Examine each line of the data. Copy those that contain the string "edges".

Record excerpts -

- - -

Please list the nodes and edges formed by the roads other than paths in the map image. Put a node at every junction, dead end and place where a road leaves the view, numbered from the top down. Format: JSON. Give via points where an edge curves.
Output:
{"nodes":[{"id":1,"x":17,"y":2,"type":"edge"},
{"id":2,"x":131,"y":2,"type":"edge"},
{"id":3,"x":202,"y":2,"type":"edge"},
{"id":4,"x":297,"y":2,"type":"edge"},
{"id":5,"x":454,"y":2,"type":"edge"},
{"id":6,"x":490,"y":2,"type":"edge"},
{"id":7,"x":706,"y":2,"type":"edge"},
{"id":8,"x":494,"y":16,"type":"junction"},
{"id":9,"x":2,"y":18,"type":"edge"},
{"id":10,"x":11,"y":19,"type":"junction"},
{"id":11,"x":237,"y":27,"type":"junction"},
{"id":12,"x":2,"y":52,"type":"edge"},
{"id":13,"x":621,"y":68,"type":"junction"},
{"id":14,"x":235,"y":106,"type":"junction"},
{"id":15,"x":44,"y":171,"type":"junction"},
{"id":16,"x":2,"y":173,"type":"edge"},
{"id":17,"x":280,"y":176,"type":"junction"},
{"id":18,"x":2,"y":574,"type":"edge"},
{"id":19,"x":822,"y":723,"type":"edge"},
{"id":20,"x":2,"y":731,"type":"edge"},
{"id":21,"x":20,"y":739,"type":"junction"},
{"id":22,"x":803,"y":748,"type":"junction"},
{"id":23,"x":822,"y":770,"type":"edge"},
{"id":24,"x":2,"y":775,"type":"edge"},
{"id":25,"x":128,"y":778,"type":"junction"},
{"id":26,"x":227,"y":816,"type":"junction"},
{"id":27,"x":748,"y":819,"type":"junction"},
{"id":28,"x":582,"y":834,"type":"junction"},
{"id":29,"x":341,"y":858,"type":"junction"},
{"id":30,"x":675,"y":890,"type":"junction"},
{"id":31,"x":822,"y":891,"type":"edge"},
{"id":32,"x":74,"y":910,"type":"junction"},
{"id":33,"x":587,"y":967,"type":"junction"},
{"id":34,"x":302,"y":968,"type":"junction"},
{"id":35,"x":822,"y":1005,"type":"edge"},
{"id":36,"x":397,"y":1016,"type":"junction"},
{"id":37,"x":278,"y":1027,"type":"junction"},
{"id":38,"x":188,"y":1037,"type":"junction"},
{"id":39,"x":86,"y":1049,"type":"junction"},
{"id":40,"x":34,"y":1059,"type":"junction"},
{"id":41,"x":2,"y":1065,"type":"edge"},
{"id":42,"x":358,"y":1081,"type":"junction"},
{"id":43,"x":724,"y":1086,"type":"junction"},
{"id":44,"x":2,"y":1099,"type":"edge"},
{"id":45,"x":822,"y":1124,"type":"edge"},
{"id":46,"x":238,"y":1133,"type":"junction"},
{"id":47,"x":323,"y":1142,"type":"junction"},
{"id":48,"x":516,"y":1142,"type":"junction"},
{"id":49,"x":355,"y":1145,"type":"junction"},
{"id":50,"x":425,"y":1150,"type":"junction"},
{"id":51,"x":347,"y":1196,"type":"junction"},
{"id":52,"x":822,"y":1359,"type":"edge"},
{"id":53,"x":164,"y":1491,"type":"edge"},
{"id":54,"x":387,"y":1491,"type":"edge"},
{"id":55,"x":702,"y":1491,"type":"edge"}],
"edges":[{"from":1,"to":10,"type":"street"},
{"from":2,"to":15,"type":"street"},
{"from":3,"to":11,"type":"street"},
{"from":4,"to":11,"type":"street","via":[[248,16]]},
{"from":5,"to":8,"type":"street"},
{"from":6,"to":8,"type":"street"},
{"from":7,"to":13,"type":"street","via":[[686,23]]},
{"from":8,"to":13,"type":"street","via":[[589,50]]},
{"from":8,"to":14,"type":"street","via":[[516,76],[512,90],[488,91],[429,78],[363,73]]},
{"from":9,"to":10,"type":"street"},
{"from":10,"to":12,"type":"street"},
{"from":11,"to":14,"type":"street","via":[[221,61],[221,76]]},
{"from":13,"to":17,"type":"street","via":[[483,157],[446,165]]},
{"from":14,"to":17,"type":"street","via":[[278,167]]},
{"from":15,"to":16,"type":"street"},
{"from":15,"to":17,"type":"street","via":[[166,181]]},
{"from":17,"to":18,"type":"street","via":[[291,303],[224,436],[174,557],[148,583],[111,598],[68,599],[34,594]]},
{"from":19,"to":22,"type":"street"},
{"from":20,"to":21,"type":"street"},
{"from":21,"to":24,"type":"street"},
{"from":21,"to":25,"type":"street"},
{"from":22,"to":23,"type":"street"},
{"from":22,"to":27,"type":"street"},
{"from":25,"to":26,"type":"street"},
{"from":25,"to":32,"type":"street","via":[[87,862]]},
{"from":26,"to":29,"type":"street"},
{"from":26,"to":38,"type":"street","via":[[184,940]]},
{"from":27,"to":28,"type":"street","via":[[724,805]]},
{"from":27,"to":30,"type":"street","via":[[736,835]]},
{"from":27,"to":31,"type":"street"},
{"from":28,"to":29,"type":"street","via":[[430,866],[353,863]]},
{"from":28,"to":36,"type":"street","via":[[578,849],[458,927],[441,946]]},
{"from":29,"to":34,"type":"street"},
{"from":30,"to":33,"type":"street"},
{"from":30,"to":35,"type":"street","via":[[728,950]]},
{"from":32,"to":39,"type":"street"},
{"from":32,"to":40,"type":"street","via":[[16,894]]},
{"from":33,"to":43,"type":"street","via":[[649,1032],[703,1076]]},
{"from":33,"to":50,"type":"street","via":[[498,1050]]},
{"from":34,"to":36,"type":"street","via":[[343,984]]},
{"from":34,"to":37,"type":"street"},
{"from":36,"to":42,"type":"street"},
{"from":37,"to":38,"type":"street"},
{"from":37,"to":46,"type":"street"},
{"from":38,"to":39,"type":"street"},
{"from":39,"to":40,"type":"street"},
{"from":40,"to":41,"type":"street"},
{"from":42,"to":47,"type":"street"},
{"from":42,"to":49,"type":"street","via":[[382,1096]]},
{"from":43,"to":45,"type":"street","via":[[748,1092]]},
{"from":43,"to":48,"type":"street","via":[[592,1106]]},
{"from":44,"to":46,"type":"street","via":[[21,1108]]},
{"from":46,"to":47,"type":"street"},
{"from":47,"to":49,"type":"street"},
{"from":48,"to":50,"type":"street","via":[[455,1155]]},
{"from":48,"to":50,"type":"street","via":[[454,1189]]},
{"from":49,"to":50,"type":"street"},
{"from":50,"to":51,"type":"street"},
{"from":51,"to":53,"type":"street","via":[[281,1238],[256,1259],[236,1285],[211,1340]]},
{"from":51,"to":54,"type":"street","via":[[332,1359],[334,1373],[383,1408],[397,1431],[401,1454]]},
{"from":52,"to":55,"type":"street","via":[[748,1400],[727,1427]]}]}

- - -

Exercise response -
Please list the nodes and edges formed by the roads other than paths in the map image. Put a node at every junction, dead end and place where a road leaves the view, numbered from the top down. Format: JSON. Give via points where an edge curves.
"edges":[{"from":1,"to":10,"type":"street"},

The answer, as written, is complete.